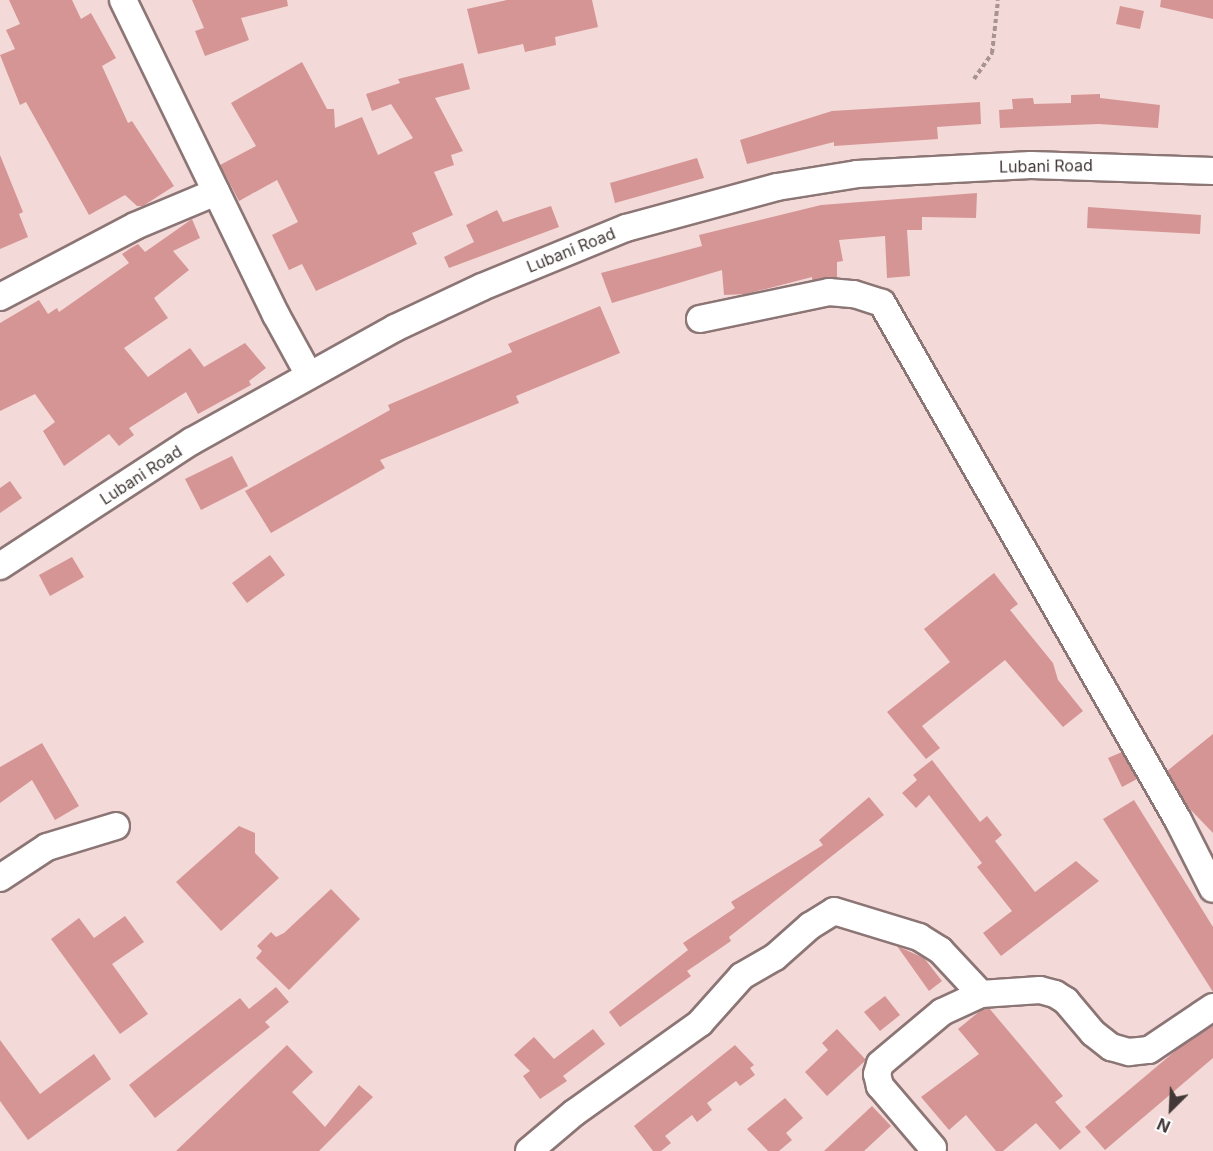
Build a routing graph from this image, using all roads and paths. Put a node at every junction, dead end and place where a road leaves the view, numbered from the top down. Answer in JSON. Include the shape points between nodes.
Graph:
{"nodes":[{"id":1,"x":123,"y":0,"type":"edge"},
{"id":2,"x":998,"y":0,"type":"edge"},
{"id":3,"x":974,"y":79,"type":"dead end"},
{"id":4,"x":1213,"y":171,"type":"edge"},
{"id":5,"x":216,"y":192,"type":"junction"},
{"id":6,"x":0,"y":297,"type":"edge"},
{"id":7,"x":699,"y":319,"type":"dead end"},
{"id":8,"x":309,"y":375,"type":"junction"},
{"id":9,"x":0,"y":566,"type":"edge"},
{"id":10,"x":116,"y":826,"type":"dead end"},
{"id":11,"x":0,"y":878,"type":"edge"},
{"id":12,"x":1213,"y":889,"type":"edge"},
{"id":13,"x":981,"y":994,"type":"junction"},
{"id":14,"x":1213,"y":1007,"type":"edge"},
{"id":15,"x":933,"y":1148,"type":"dead end"},
{"id":16,"x":529,"y":1151,"type":"edge"}],
"edges":[{"from":1,"to":5,"type":"street"},
{"from":2,"to":3,"type":"path","via":[[992,53]]},
{"from":4,"to":8,"type":"street","name":"Lubani Road","via":[[1031,165],[857,174],[777,187],[702,204],[569,249],[395,328]]},
{"from":5,"to":6,"type":"street","via":[[135,226]]},
{"from":5,"to":8,"type":"street"},
{"from":7,"to":12,"type":"street","via":[[829,292],[854,294],[882,303],[1178,820]]},
{"from":8,"to":9,"type":"street","name":"Lubani Road","via":[[192,441]]},
{"from":10,"to":11,"type":"street","via":[[47,847]]},
{"from":13,"to":14,"type":"street","via":[[1040,990],[1055,994],[1066,1000],[1093,1033],[1111,1047],[1130,1052],[1149,1050]]},
{"from":13,"to":15,"type":"street","via":[[942,1012],[880,1064],[880,1086]]},
{"from":13,"to":16,"type":"street","via":[[939,950],[919,938],[834,911],[742,976],[700,1023]]}]}
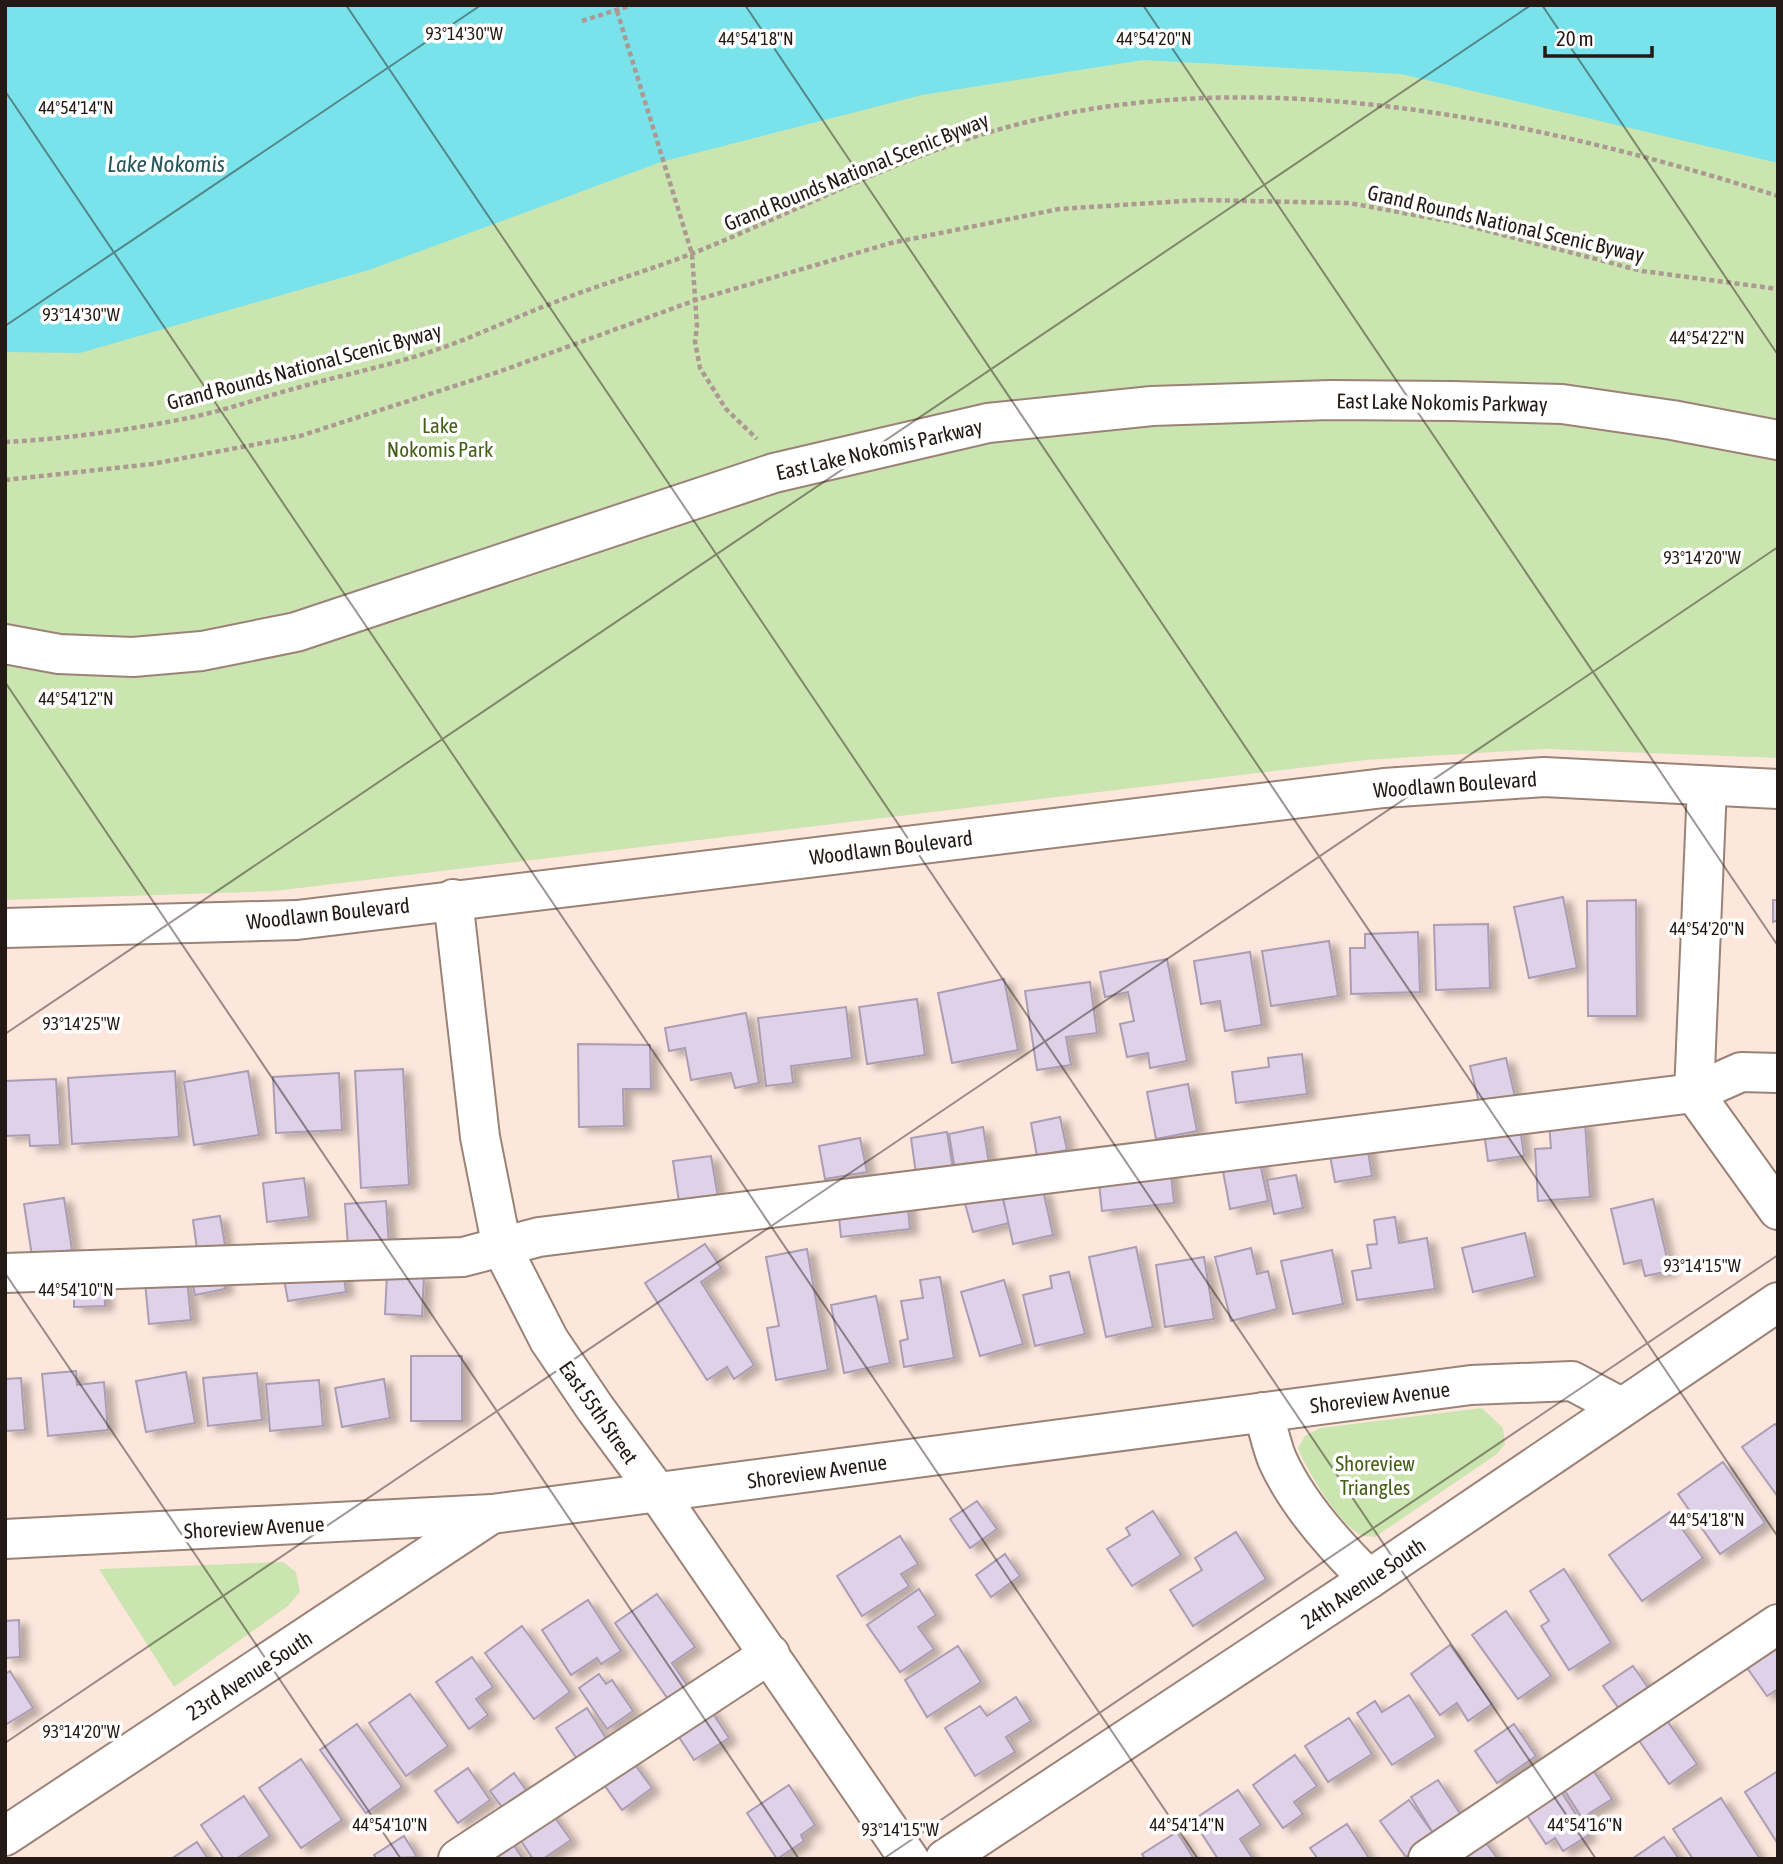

| What is needed |
Whenever a picture appears, leave it out, and return every record exactly.

| Written solution |
Build a routing graph from this image, using all roads and paths. Put a node at every junction, dead end and place where a road leaves the view, numbered from the top down. Answer in JSON. Include the shape points between nodes.
Graph:
{"nodes":[{"id":1,"x":123,"y":0,"type":"edge"},
{"id":2,"x":998,"y":0,"type":"edge"},
{"id":3,"x":974,"y":79,"type":"dead end"},
{"id":4,"x":1213,"y":171,"type":"edge"},
{"id":5,"x":216,"y":192,"type":"junction"},
{"id":6,"x":0,"y":297,"type":"edge"},
{"id":7,"x":699,"y":319,"type":"dead end"},
{"id":8,"x":309,"y":375,"type":"junction"},
{"id":9,"x":0,"y":566,"type":"edge"},
{"id":10,"x":116,"y":826,"type":"dead end"},
{"id":11,"x":0,"y":878,"type":"edge"},
{"id":12,"x":1213,"y":889,"type":"edge"},
{"id":13,"x":981,"y":994,"type":"junction"},
{"id":14,"x":1213,"y":1007,"type":"edge"},
{"id":15,"x":933,"y":1148,"type":"dead end"},
{"id":16,"x":529,"y":1151,"type":"edge"}],
"edges":[{"from":1,"to":5,"type":"street"},
{"from":2,"to":3,"type":"path","via":[[992,53]]},
{"from":4,"to":8,"type":"street","name":"Lubani Road","via":[[1031,165],[857,174],[777,187],[702,204],[569,249],[395,328]]},
{"from":5,"to":6,"type":"street","via":[[135,226]]},
{"from":5,"to":8,"type":"street"},
{"from":7,"to":12,"type":"street","via":[[829,292],[854,294],[882,303],[1178,820]]},
{"from":8,"to":9,"type":"street","name":"Lubani Road","via":[[192,441]]},
{"from":10,"to":11,"type":"street","via":[[47,847]]},
{"from":13,"to":14,"type":"street","via":[[1040,990],[1055,994],[1066,1000],[1093,1033],[1111,1047],[1130,1052],[1149,1050]]},
{"from":13,"to":15,"type":"street","via":[[942,1012],[880,1064],[880,1086]]},
{"from":13,"to":16,"type":"street","via":[[939,950],[919,938],[834,911],[742,976],[700,1023]]}]}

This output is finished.